In the 17th and 18th centuries, herb gardens were, first and foremost, utilitarian. They were found at the homes of everyone who had a garden, noble or common folk, though the gardens of the latter were not as symmetrical as those of the former, and seeding was done abundantly in heaps.
These herbs were essential to everyday life: they gave flavour to foods, they perfumed people and their homes, they healed better than doctors of the day, and some are even used to make potions to chase away demons. The plants had many uses and were not rigidly categorized. Chives, for example, were used in the kitchen, but the flower was included in bouquets and the leaves had medicinal uses. The apothecary’s rose bush was used for its medicinal properties and yarrow, which attracts bees, was also used in bouquets, in the kitchen or in infusions.
Aromatic and medicinal herbs were planted along walls, near the houses, in the middle or around the edge of plots. They were much used for their capacity to keep away harmful insects. They were also grown along with other plants in order that the latter might benefit from some of the herbs’ properties. For example, garlic grows well next to roses and strawberries, borrage with strawberries and squash, rosemary and sage with cabbage and carrots, or savory with beans.

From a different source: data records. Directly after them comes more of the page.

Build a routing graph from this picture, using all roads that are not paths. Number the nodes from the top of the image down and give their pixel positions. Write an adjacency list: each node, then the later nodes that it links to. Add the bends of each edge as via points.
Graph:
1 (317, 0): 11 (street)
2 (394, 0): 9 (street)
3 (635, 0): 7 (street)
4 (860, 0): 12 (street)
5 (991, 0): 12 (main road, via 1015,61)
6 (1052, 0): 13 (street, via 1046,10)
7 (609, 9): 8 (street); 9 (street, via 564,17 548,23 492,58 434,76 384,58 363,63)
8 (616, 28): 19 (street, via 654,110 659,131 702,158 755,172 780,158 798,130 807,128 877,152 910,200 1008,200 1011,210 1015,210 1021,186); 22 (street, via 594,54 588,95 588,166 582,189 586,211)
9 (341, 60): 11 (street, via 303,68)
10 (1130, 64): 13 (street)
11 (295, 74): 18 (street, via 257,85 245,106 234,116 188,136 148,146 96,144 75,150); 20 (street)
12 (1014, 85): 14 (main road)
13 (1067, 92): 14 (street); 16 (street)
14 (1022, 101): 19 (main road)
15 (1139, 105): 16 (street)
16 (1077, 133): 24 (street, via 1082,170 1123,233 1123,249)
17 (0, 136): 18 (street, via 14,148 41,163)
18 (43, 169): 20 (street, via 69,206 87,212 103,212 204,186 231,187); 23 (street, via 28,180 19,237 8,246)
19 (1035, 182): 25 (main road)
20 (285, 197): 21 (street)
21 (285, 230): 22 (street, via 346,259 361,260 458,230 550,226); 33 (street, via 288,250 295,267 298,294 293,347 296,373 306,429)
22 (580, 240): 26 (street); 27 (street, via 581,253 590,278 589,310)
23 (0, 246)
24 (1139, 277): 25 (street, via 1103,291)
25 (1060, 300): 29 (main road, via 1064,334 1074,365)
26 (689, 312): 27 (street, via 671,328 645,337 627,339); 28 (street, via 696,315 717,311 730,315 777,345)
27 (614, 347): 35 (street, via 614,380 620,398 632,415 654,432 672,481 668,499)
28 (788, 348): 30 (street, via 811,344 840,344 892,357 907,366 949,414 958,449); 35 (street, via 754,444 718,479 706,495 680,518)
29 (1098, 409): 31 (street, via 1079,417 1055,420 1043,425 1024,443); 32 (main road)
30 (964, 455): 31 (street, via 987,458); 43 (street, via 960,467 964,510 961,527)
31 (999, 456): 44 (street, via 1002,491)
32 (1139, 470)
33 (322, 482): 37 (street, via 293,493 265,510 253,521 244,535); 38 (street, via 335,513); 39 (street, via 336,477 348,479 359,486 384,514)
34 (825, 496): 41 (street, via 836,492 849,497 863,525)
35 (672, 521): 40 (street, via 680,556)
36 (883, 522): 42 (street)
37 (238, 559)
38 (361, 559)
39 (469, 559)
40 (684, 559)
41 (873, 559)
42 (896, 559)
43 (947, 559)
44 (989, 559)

A Few Examples of Fine Herb Use:
Marjoram : Tomatoes with vinaigrette. Seasoned stuffing, braised beef and meat pies. Essential element to a seasoned sauce.
Thyme : Delicate seasoning for sauces, cheeses, meat loaves, liver pâté, veal stuffing and molluscs. Essential component of a garnished bouquet.
Basil : Basil can replace thyme as a condiment. Add to soups, salads, or raw vegetables. Duck seasoned with basil and pistou soup are among the most renowned uses of this herb in Provence.
Long superseded by spices, fine herbs came back in force in the 17th century with the development of modern French gastronomy in the hands of the first great chefs. It was during the 18th century that culinary invention reached its peak as it was called upon for fêtes and fine suppers organized by the king or the nobility. The first great cookbooks were published at this time.
Fine herbs were used in main dishes, stuffing and pousset, an herb spice used to flavour soups. But they are used as more than just condiments: they are often used for their scent and particularly for their medicinal properties. Be it garlic, mint, borage, onion, livèche or hyssop, their curative properties are as appreciated as their taste.
In the 17th century, fragrant plants were very popular. Cleanliness being relative, essence of lavender or of rosemary allowed one to mask odours. Rose water and violet water were also much appreciated. In the house, pouches of herbs were used to perfume cabinets and chase away insects.
The medicinal properties of herbs have been used since the dawn of time. They have left their mark in archaeological digs, in oral tradition and in books. For millennia they helped humans heal themselves. Even today they are ingredients in many medications. Plant-based treatments include decoctions, infusions and macerations by which are crated potions, herb teas, elixirs, medicinal wines, syrups, powders, pills, poultices, plasters, ointments and liniments.
In herb gardens, it was the women who cared for the plants and saw to the harvest while her husband saw to the hoeing, cutting and palissage.
Les sauvagesses et les françoises mal-intentionnées croient que le sang-dragon a la vertu de pousser puissamment les mois et qu’il pouvoit causer l’avortement.
17th century medicine consisted of establishing a link between the ill and the remedy. While general remedies acted upon the balance of the four humours (black bile, yellow bile, phlegm and blood), specific remedies were prescribed according to the théorie des signatures. Accordingly, the form and colour of a lear, flower or root indicated its link to an organ and disease. For example, sang-dragon was used to induce menstruation.